Les éclats volèrent partout dans la pièce et un vent glacial s’y engouffra. Les scientifiques au premier rang se couvrirent instinctivement le visage, un peu tard toutefois : les débris de verre les avaient frappés de plein fouet.

La mystérieuse créature bondit alors et atterrit lestement au beau milieu de regards éperdus.

— Va-t’en ! s’exclama untel. Tu nous portes malheur ! Va-t’en !

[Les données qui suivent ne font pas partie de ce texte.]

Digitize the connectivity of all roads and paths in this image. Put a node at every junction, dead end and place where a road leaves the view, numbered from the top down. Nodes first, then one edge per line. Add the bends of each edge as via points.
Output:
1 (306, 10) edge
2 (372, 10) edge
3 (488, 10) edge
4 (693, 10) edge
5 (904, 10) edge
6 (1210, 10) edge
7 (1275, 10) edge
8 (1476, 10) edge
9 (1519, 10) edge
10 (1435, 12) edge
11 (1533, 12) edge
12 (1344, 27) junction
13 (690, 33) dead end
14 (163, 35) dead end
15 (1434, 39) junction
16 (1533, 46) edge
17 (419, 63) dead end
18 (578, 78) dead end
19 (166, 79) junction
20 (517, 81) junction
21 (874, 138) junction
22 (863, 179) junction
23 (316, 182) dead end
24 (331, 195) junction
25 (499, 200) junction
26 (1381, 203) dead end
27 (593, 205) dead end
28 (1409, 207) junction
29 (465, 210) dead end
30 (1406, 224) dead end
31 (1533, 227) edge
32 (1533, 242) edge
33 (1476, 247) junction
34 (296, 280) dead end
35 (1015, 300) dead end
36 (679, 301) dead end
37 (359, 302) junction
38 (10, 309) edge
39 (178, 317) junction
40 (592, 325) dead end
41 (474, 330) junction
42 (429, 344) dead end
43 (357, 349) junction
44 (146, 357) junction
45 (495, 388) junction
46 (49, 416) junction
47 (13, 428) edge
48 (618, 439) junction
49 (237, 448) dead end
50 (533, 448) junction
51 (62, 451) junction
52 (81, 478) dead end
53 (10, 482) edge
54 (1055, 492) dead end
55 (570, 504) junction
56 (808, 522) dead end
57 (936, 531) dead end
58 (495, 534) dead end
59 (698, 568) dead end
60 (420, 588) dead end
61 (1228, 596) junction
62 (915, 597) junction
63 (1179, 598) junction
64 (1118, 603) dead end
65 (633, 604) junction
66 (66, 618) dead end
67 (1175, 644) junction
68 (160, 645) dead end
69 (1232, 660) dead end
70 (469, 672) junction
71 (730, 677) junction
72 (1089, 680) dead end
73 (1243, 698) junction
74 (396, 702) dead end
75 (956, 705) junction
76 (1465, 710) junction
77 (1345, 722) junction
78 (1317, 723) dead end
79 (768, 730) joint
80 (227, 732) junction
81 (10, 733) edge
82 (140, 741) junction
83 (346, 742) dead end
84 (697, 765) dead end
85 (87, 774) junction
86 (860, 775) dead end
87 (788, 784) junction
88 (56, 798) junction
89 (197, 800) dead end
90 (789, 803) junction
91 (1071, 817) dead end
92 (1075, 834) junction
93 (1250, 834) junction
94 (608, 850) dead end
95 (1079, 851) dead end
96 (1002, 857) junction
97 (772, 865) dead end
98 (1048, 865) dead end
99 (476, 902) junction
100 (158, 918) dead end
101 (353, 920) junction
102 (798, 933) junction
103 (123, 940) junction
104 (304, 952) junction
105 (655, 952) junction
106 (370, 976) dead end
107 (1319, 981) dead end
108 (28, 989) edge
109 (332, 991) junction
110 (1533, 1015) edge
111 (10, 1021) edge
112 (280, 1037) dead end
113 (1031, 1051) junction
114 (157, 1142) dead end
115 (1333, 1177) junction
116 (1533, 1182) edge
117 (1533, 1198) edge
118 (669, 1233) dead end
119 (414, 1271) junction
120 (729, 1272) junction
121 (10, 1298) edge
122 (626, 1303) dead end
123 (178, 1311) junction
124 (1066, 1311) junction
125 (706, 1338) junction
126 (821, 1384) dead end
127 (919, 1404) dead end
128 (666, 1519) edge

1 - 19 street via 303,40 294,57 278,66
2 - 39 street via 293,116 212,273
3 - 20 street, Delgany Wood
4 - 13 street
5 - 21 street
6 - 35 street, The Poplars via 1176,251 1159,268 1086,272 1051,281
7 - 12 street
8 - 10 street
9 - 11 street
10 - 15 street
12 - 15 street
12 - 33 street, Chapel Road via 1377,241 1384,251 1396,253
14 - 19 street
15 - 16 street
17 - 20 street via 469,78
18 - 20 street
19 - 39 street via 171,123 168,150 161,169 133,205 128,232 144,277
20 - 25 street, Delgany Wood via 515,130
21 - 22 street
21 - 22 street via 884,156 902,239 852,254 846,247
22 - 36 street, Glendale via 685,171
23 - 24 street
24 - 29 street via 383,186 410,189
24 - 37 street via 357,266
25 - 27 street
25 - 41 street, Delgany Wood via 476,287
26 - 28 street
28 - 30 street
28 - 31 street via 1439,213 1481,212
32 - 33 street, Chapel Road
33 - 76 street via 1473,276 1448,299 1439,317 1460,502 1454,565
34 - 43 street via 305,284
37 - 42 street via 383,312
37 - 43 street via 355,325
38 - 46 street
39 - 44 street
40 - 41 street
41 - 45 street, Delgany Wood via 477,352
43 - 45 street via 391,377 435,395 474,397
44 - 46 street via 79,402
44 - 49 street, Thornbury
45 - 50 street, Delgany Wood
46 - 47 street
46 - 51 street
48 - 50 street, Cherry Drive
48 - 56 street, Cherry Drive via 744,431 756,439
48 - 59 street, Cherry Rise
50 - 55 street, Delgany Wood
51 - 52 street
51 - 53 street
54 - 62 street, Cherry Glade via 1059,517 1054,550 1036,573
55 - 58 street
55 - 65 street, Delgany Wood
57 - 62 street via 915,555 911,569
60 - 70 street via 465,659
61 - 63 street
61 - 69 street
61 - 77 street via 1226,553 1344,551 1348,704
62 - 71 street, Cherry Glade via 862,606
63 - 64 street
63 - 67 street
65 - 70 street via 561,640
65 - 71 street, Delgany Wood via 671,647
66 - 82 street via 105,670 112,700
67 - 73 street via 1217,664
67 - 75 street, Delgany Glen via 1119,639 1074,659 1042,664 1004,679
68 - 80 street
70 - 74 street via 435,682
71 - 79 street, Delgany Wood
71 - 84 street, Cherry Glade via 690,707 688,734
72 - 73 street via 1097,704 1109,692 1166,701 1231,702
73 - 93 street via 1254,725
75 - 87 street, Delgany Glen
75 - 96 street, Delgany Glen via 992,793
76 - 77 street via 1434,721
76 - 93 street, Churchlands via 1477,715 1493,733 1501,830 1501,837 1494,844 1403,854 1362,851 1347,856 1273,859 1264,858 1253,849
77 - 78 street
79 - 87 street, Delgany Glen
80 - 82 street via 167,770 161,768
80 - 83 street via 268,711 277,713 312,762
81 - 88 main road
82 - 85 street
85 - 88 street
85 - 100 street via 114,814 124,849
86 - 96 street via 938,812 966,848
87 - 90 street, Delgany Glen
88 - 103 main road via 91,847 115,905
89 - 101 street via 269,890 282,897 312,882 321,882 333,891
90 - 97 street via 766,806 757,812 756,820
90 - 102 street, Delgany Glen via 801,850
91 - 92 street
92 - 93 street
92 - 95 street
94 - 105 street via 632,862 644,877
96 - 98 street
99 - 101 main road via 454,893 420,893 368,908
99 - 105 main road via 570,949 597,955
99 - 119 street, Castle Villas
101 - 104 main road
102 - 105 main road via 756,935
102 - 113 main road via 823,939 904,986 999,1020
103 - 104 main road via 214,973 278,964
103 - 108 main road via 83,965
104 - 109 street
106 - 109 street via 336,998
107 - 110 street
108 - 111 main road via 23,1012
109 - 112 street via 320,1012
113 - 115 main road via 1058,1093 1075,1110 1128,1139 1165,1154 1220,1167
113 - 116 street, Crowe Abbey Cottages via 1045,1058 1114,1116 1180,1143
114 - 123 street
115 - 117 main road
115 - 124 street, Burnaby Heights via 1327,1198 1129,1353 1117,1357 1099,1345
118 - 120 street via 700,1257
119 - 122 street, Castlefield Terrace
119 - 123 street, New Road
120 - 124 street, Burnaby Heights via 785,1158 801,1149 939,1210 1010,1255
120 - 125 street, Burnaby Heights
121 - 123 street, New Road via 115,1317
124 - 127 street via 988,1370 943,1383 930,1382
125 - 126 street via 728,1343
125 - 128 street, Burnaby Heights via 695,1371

À terre, soutenu par un bras, le jeune chercheur agita convulsivement l’autre devant lui. Ses collègues observaient la scène à une distance respectable, sans mot dire ni oser intervenir. Une peur panique les clouait sur place, tous.

La créature d’albâtre promena son regard dans la pièce, sans s’attarder sur une physionomie en particulier. Ses yeux d’un rouge écarlate semblaient être dépositaires d’un sombre présage. Tout son maintien, à dire vrai, trahissait une certaine tension.

Elle avait un message à délivrer. Et de toute urgence.

Mais lequel ?

— Je ne donne pas foi à toutes ces superstitions ! Messieurs, nous sommes des hommes de science, que diantre ! Reprenez-vous ! somma l’auto-proclamé leader, comme pour se redonner lui-même une contenance.

Une détonation retentit à l’autre bout de la salle et se répercuta en écho sur chacun des murs, avant de se perdre au-dehors. Complètement abasourdis, les scientifiques du Centre Météo s’ébrouèrent tous azimuts. De ce fait, ils ne remarquèrent pas immédiatement la cohorte tout de rouge vêtue qui venait de faire irruption et qui, désormais, bloquait la seule issue.

Capuche rabattue, le commanditaire de l’attentat ricana entre ses dents tandis qu’il s’approchait en faisant crisser une barre métallique contre le dallage.

Tous les regards, cependant, convergeaient vers la créature titubante. La balle perdue – qui en réalité ne l’était pas – s’était logée dans son flanc gauche. Une tache vermeille, pareille à l’éclosion d’une rose, s’épanouissait à présent autour de la blessure et imbibait son poil immaculé.

Au terme d’une ultime seconde, Absol s’affaissa de tout son long. L’éclat de ses prunelles expira, emportant la prémonition dont il était le héraut.